The answer is no, and the phrasing is key.
"assuming large quantities of reasonably priced materials" (are available)
Then yes, it would certainly be possible to manufacture a knife made from a single section of diamond. As @nick-t commented, Diamond knives exist
and are used in ultramicrotomy, the sectioning of a substance into extremely thin slices for use in transmission electron microscopy. The shaft is not diamond in this case, and the diamond blade is surrounded by metal as a mounting bracket, but these are solvable differences which mostly exist for cost reasons. Assuming large quantities of gem-quality diamond are reasonably priced and available, no problem.
This, however, isn't solvable:
...a functional knife...
(emphasis added)
Diamond doesn't create a functional knife. Ceramic knives made of aluminum oxide or other very hard materials exist, you have likely used them. They are not good (compared to steel) as they exhibit microchipping almost invariably. The same problem vexes the users of glass knives and obsidian ones; diamond knives are intended to delay that problem, and do, but this is in the hands of professionals doing surgery, or in a machine. In a normal, out-in-the-world usage scenario, a diamond knife would fail near-instantly. The crystal lattice of the diamond, which gives the diamond its hardness, also causes this fragility; so the problem is inherent to diamonds.
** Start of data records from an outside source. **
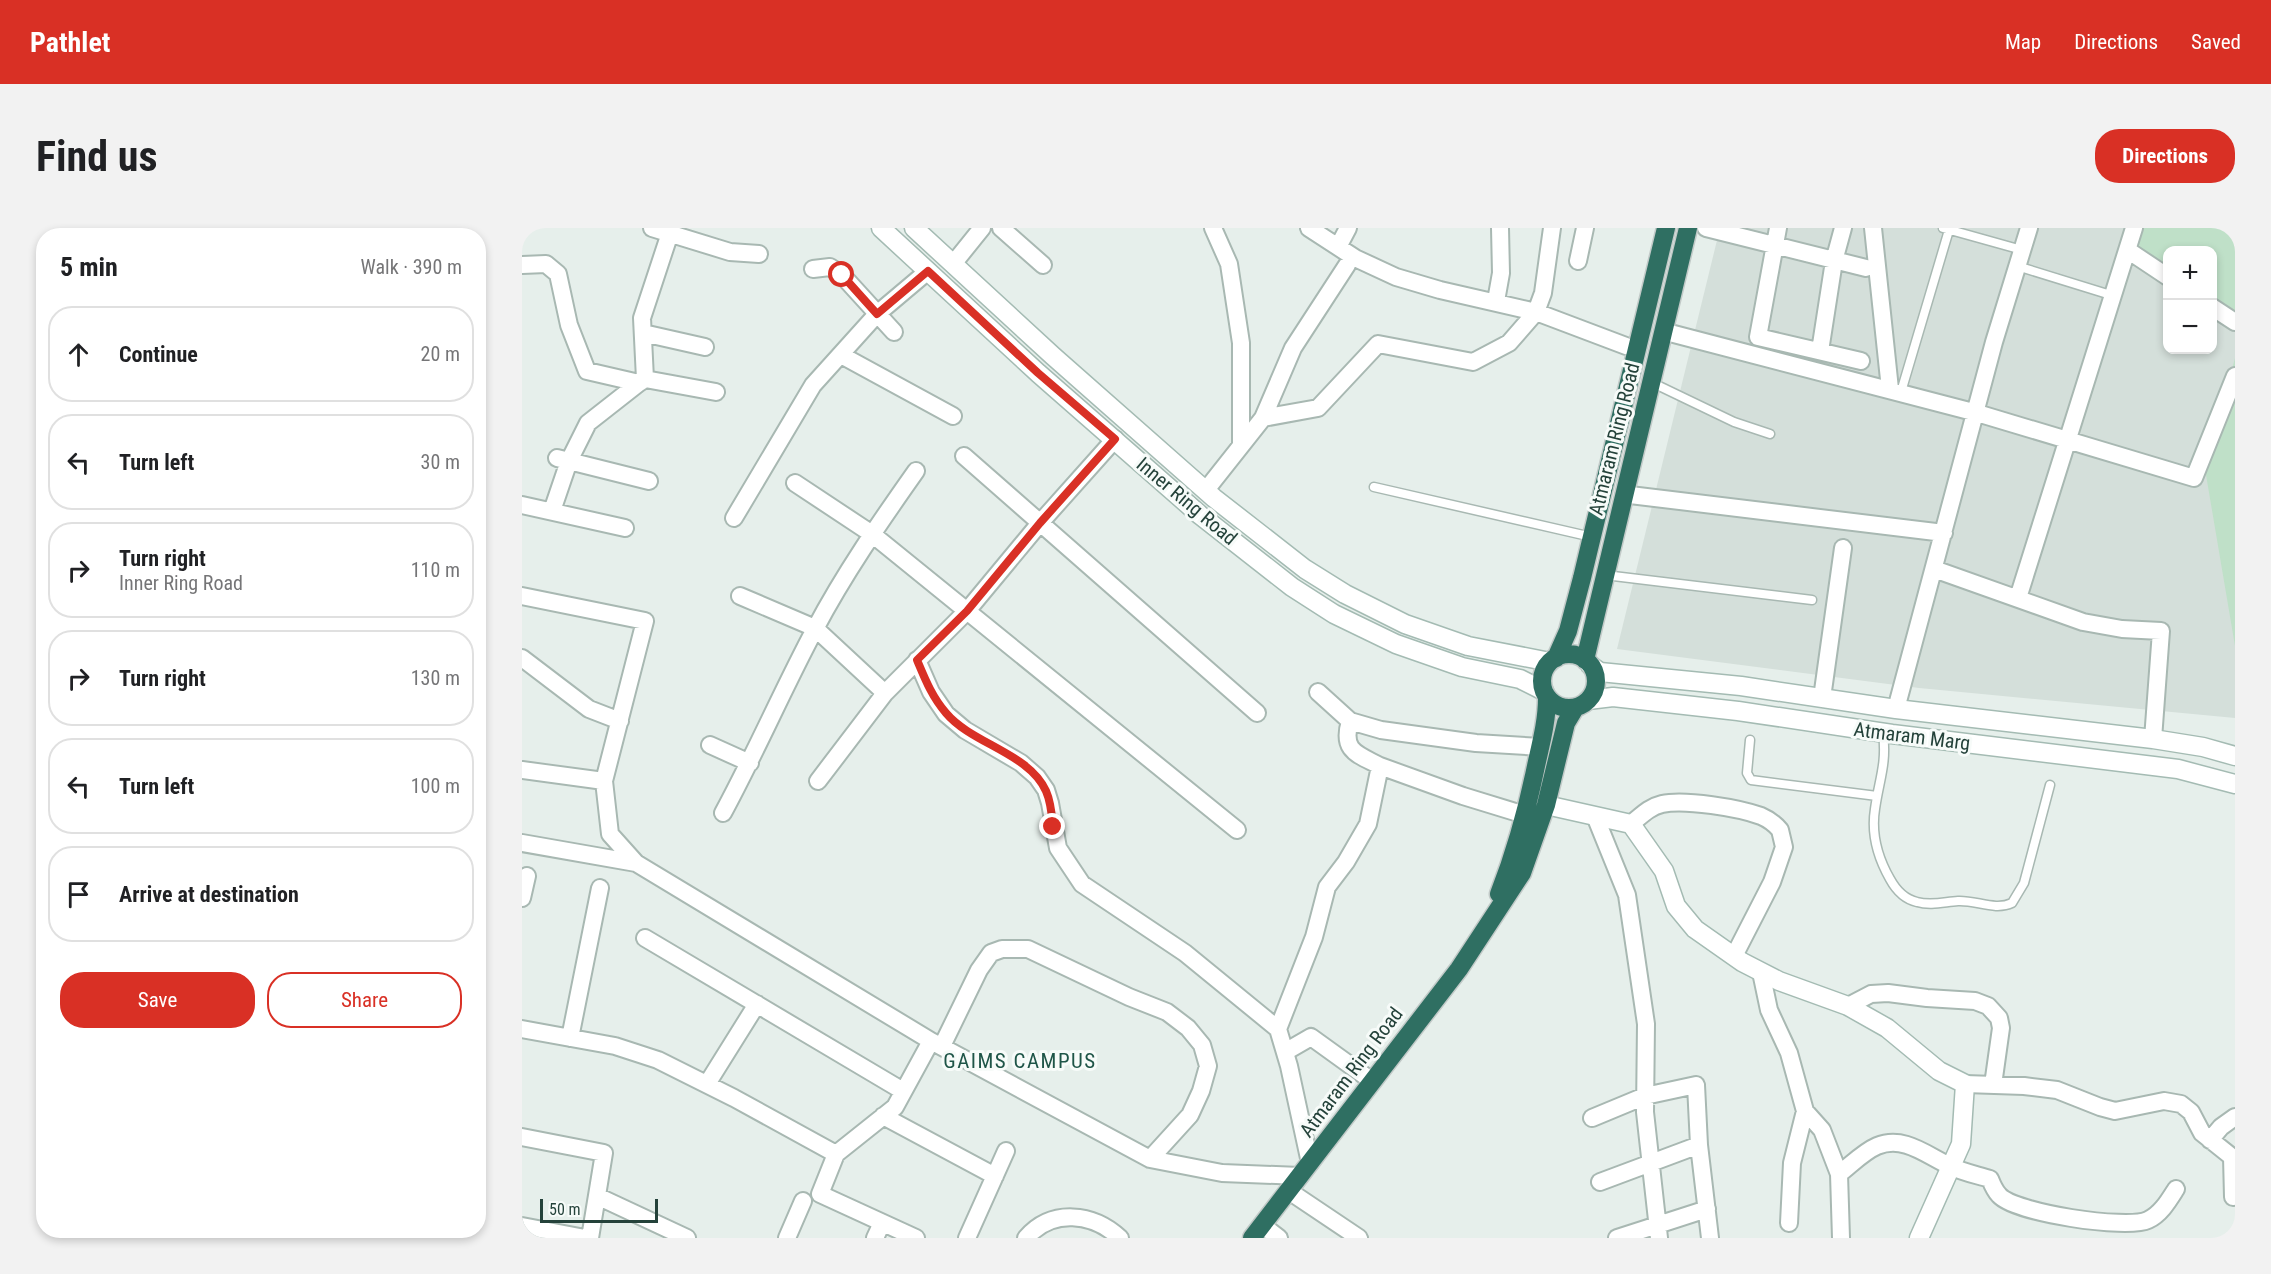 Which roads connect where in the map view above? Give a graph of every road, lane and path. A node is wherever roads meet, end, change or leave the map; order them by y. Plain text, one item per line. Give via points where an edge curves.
1 (652, 228) edge
2 (881, 228) edge
3 (914, 228) edge
4 (982, 228) edge
5 (1001, 228) edge
6 (1213, 228) edge
7 (1309, 228) edge
8 (1348, 228) edge
9 (1500, 228) edge
10 (1552, 228) edge
11 (1585, 228) edge
12 (1666, 228) edge
13 (1688, 228) edge
14 (1706, 228) edge
15 (1778, 228) edge
16 (1843, 228) edge
17 (1873, 228) edge
18 (2029, 228) edge
19 (2134, 228) edge
20 (1946, 229) edge
21 (670, 233) junction
22 (1774, 246) junction
23 (1338, 247) junction
24 (2129, 251) junction
25 (759, 254) dead end
26 (2020, 258) junction
27 (1578, 261) dead end
28 (1834, 261) junction
29 (953, 264) junction
30 (522, 265) edge
31 (1043, 265) dead end
32 (1347, 265) dead end
33 (1866, 268) dead end
34 (813, 269) dead end
35 (928, 271) junction
36 (2163, 274) edge
37 (2114, 296) junction
38 (1496, 301) junction
39 (2217, 310) edge
40 (1536, 312) junction
41 (877, 314) junction
42 (2235, 322) edge
43 (894, 332) dead end
44 (643, 333) junction
45 (1670, 333) dead end
46 (1626, 346) dead end
47 (705, 347) dead end
48 (1820, 351) junction
49 (841, 355) junction
50 (1861, 361) dead end
51 (2235, 376) edge
52 (642, 381) junction
53 (1657, 385) dead end
54 (1895, 391) junction
55 (716, 392) dead end
56 (1977, 413) junction
57 (953, 416) dead end
58 (1263, 418) junction
59 (1770, 434) dead end
60 (1115, 439) junction
61 (2067, 441) junction
62 (1241, 445) junction
63 (964, 456) dead end
64 (563, 460) junction
65 (916, 471) dead end
66 (649, 481) dead end
67 (795, 483) dead end
68 (1374, 487) dead end
69 (1206, 490) junction
70 (1630, 495) dead end
71 (522, 505) edge
72 (552, 512) junction
73 (734, 518) dead end
74 (1040, 523) junction
75 (625, 528) dead end
76 (1944, 533) junction
77 (872, 534) junction
78 (1592, 537) junction
79 (1843, 548) dead end
80 (1934, 569) junction
81 (1604, 575) junction
82 (522, 596) edge
83 (740, 596) dead end
84 (2018, 598) junction
85 (1812, 600) dead end
86 (967, 611) junction
87 (815, 628) junction
88 (522, 659) edge
89 (917, 660) junction
90 (1553, 660) junction
91 (1588, 663) junction
92 (1318, 692) dead end
93 (885, 693) junction
94 (1546, 695) junction
95 (1822, 698) junction
96 (1581, 704) junction
97 (1896, 708) junction
98 (1257, 713) dead end
99 (620, 721) junction
100 (1350, 721) junction
101 (1883, 733) junction
102 (2153, 739) junction
103 (1750, 740) dead end
104 (710, 745) dead end
105 (1540, 747) junction
106 (2235, 756) edge
107 (750, 763) junction
108 (1380, 766) junction
109 (522, 770) edge
110 (604, 781) junction
111 (818, 781) dead end
112 (2235, 784) edge
113 (2050, 785) dead end
114 (1877, 796) junction
115 (1555, 807) dead end
116 (723, 813) dead end
117 (1525, 815) junction
118 (1595, 816) junction
119 (1631, 824) junction
120 (1237, 830) dead end
121 (522, 843) edge
122 (636, 863) junction
123 (527, 876) dead end
124 (600, 888) dead end
125 (522, 898) edge
126 (1483, 932) junction
127 (645, 938) dead end
128 (1734, 956) junction
129 (1761, 972) junction
130 (757, 1004) junction
131 (1848, 1006) junction
132 (522, 1029) edge
133 (1278, 1029) junction
134 (570, 1038) junction
135 (936, 1044) junction
136 (1285, 1052) junction
137 (1372, 1081) junction
138 (707, 1084) junction
139 (1965, 1084) junction
140 (1993, 1084) junction
141 (903, 1091) junction
142 (1645, 1096) junction
143 (1805, 1111) junction
144 (883, 1116) junction
145 (2235, 1117) edge
146 (1592, 1118) dead end
147 (522, 1137) edge
148 (2210, 1140) junction
149 (1699, 1145) junction
150 (1006, 1151) dead end
151 (836, 1154) junction
152 (1150, 1158) junction
153 (1651, 1164) junction
154 (1951, 1167) junction
155 (1305, 1170) junction
156 (2234, 1172) edge
157 (1839, 1174) junction
158 (995, 1176) junction
159 (1600, 1182) dead end
160 (2176, 1189) dead end
161 (1289, 1191) junction
162 (597, 1196) junction
163 (2233, 1197) dead end
164 (804, 1201) dead end
165 (1707, 1209) junction
166 (882, 1223) junction
167 (1789, 1223) dead end
168 (522, 1226) edge
169 (1257, 1232) edge
170 (1659, 1232) edge
171 (585, 1238) edge
172 (590, 1238) edge
173 (687, 1238) edge
174 (787, 1238) edge
175 (875, 1238) edge
176 (916, 1238) edge
177 (967, 1238) edge
178 (1026, 1238) edge
179 (1120, 1238) edge
180 (1279, 1238) edge
181 (1359, 1238) edge
182 (1617, 1238) edge
183 (1710, 1238) edge
184 (1840, 1238) edge
185 (1919, 1238) edge

1 - 21 street
2 - 35 main road, Inner Ring Road
3 - 29 main road, Inner Ring Road
4 - 29 street
5 - 31 street
6 - 62 street via 1229,264 1241,343
7 - 23 street
8 - 23 street
9 - 38 street via 1501,273
10 - 40 street
11 - 27 street
12 - 78 highway, Atmaram Ring Road
13 - 81 highway, Atmaram Ring Road
14 - 22 street
15 - 22 street
16 - 28 street
17 - 54 street
18 - 26 street
19 - 24 street
20 - 26 lane
20 - 54 lane
21 - 25 street via 730,252
21 - 44 street via 642,318
22 - 28 street
22 - 48 street via 1758,337
23 - 38 street via 1396,277
24 - 36 street
24 - 37 street
26 - 37 lane
26 - 56 street
28 - 33 street
28 - 48 street
29 - 69 main road, Inner Ring Road
30 - 52 street via 546,264 558,274 569,325 588,371
32 - 58 street via 1293,348
34 - 41 street via 830,267 842,275
35 - 41 street
35 - 60 main road, Inner Ring Road
37 - 61 street
38 - 40 street
39 - 42 street
40 - 46 street
40 - 58 street via 1509,343 1473,362 1378,344 1318,408
41 - 43 street
41 - 49 street
44 - 47 street
44 - 52 street
45 - 54 street
48 - 50 street
49 - 57 street
49 - 73 street via 813,385
51 - 61 street via 2194,478
52 - 55 street
52 - 64 street via 588,423
53 - 59 lane via 1734,422
54 - 56 street
56 - 61 street
56 - 76 street
58 - 62 street
60 - 74 street
60 - 94 main road, Inner Ring Road via 1209,522 1292,587 1334,614 1396,644 1462,667 1521,679
61 - 84 street
62 - 69 street
63 - 74 street
64 - 66 street
64 - 72 street
65 - 77 street
67 - 77 street
68 - 78 lane
69 - 90 main road, Inner Ring Road via 1305,569 1405,624 1468,646
70 - 76 street
71 - 72 street
72 - 75 street
74 - 86 street
74 - 98 street
76 - 80 street
77 - 86 street
77 - 87 street
78 - 90 highway, Atmaram Ring Road via 1568,631
79 - 95 street
80 - 84 street
80 - 97 street
81 - 85 lane
81 - 91 highway, Atmaram Ring Road
82 - 99 street via 645,621
83 - 87 street
84 - 102 street via 2083,622 2161,630
86 - 89 street
86 - 120 street
87 - 93 street
87 - 107 street
88 - 99 street via 589,709
89 - 93 street
89 - 133 street via 946,714 1037,777 1050,803 1058,849 1082,884 1185,953
90 - 91 highway via 1571,655
90 - 94 highway via 1543,676
91 - 95 main road, Atmaram Marg via 1600,672
91 - 96 highway via 1594,672 1595,687
92 - 100 street
93 - 111 street
94 - 96 highway via 1560,707
94 - 105 highway, Atmaram Ring Road via 1547,716
95 - 97 main road, Atmaram Marg
96 - 101 main road, Atmaram Marg via 1613,697
96 - 126 highway, Atmaram Ring Road via 1566,723 1546,805 1522,873
97 - 102 main road, Atmaram Marg
99 - 110 street
100 - 105 street via 1393,732
100 - 108 street via 1346,735 1351,749
101 - 112 main road, Atmaram Marg via 2178,769
101 - 114 lane via 1886,753
102 - 106 main road, Atmaram Marg
103 - 114 lane via 1750,780
104 - 107 street
105 - 117 highway, Atmaram Ring Road
107 - 116 street
108 - 117 street
108 - 133 street via 1368,824 1328,888 1314,937
109 - 110 street
110 - 122 street via 610,834
113 - 114 lane via 2022,889 2012,903 1999,907 1972,901 1916,902 1894,888 1877,850
115 - 118 main road
117 - 126 highway, Atmaram Ring Road via 1510,866
118 - 119 main road
118 - 142 street via 1627,895 1646,1024
119 - 128 main road via 1664,871 1676,906 1695,928
119 - 128 street via 1649,809 1686,803 1761,816 1780,830 1784,847 1772,882
121 - 122 street
122 - 135 street
123 - 125 street
124 - 134 street
126 - 137 highway, Atmaram Ring Road
127 - 130 street
128 - 129 main road
129 - 131 main road
129 - 143 street via 1769,1010 1789,1053
130 - 138 street
130 - 141 street
131 - 139 main road via 1887,1028 1939,1071
131 - 140 street via 1872,994 1888,993 1976,1001 1988,1006 1999,1018 2001,1028
132 - 134 street
133 - 136 street
134 - 138 street via 615,1046 658,1060
135 - 141 street
135 - 152 street
135 - 152 street via 979,970 991,953 1002,949 1028,949 1167,1012 1202,1045 1208,1066 1190,1115
136 - 137 street via 1311,1037
136 - 155 street
137 - 155 highway, Atmaram Ring Road
138 - 151 street
139 - 140 street
139 - 154 main road via 1961,1144
140 - 148 street via 2057,1090 2115,1111 2164,1101 2181,1104
141 - 144 street via 895,1107
142 - 146 street
142 - 149 street via 1695,1085
142 - 153 street
143 - 157 street via 1822,1130
143 - 167 street via 1792,1163
144 - 151 street
144 - 158 street
145 - 148 street
147 - 162 street via 604,1153
148 - 156 street via 2232,1157
149 - 153 street
149 - 165 street
150 - 158 street
151 - 166 street via 820,1194
152 - 155 street via 1222,1173
153 - 159 street
153 - 170 street
154 - 157 street via 1911,1146 1889,1142 1875,1147
154 - 160 street via 1990,1179 1999,1197 2025,1209 2085,1220 2146,1221 2155,1216
154 - 185 main road
155 - 161 highway, Atmaram Ring Road
156 - 163 street
157 - 184 street
158 - 177 street
161 - 169 highway, Atmaram Ring Road
161 - 181 street
162 - 172 street
162 - 173 street
164 - 174 street
165 - 170 street
165 - 183 street
166 - 175 street
166 - 176 street
168 - 171 street
169 - 180 street
170 - 182 street
178 - 179 street via 1051,1220 1070,1216 1095,1220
CATRA testers are widespread in the knife industry, at least among larger manufacturers. They are also widely known to be inaccurate in testing some steels, and especially ceramics; the problem arises because a human cannot cut as precisely as a machine can, and cannot entirely prevent lateral forces. A diamond knife would no doubt score a wonderful result in CATRA testing, as do ultrahard steels; but in reality, they would not be functional.